Mull Yard, frontière au nord-est.
Cela faisait deux jours que Hork Armah chevauchait vers la frontière d'Isgard. Il n'avait fait que monter et descendre des collines abruptes, et la fatigue commençait à se faire sentir aussi bien dans son esprit que dans son corps. Le chevalier se préoccupa de son cheval qui était mal en point et décida de faire une pause au niveau d'un petit cours d'eau.
— Nous allons pouvoir nous désaltérer ici ! lança-t-il à sa monture qui pencha sa tête sur le côté et pointa ses oreilles en avant comme pour approuver cet arrêt.

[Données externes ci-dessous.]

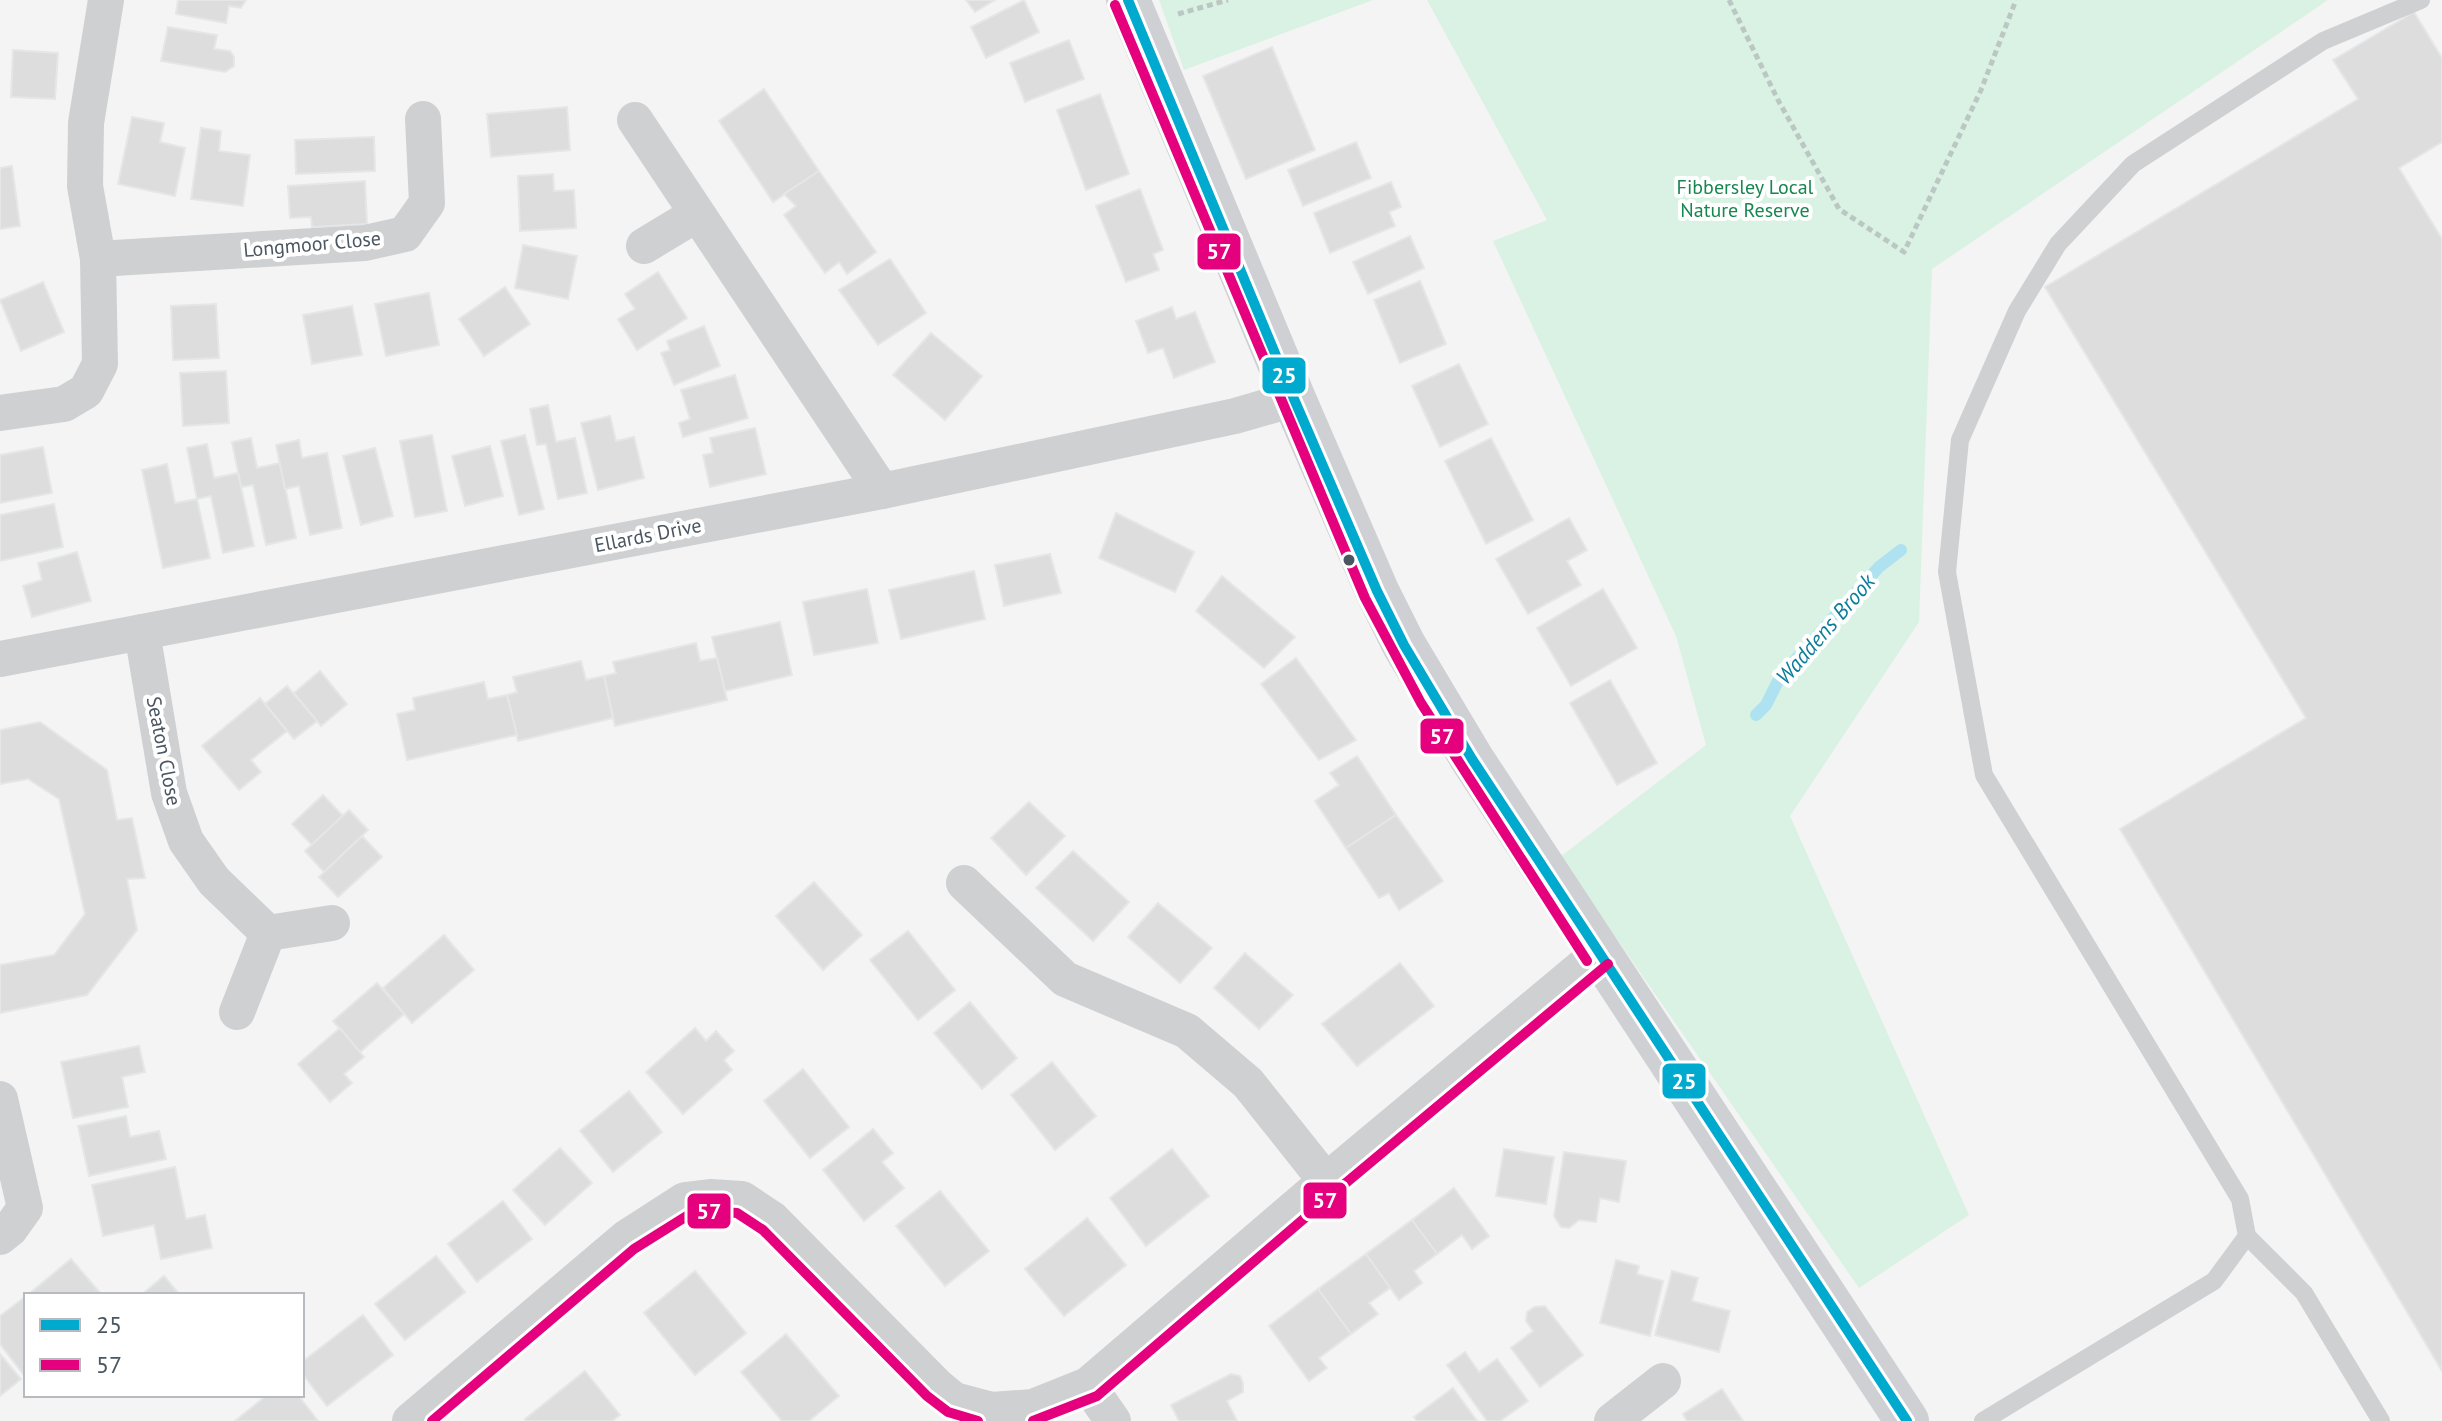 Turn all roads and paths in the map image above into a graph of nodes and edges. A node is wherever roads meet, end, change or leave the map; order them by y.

Après avoir plongé son visage dans l'eau fraiche durant de longues minutes, Hork regarda l'immense butte verte qui se dressait devant lui.
— Le royaume de Théodoros Kårde se trouve juste derrière ce mont ! dit-il à son cheval qui était en train de paitre.
— C'est ça ! Ignore-moi... comme si tu allais me répondre, rit le chevalier en s'avançant vers les hauteurs.
Hork ne voyait rien d'autre qu'une pente herbeuse montante jusqu'à une crête plate et, au-delà le ciel gris traversé par des groupes de corbeaux.
Le chevalier mit plus de cinq minutes à atteindre le haut de la butte et, quand il parvint enfin au sommet, il découvrit un magnifique panorama. Sur sa gauche, il y avait des cimes rocheuses avec de la neige accrochées à leurs reliefs. Sur sa droite, des pentes couvertes de sapins et des pics noirs s'étiraient aussi loin que pouvait porter le regard. Et droit devant lui, s'étendaient à perte de vue de grandes plaines couvertes de bruyères, puis des champs de toutes les couleurs. La province Mendoza se dévoilait entièrement à Hork, splendide et généreuse, malgré le temps maussade.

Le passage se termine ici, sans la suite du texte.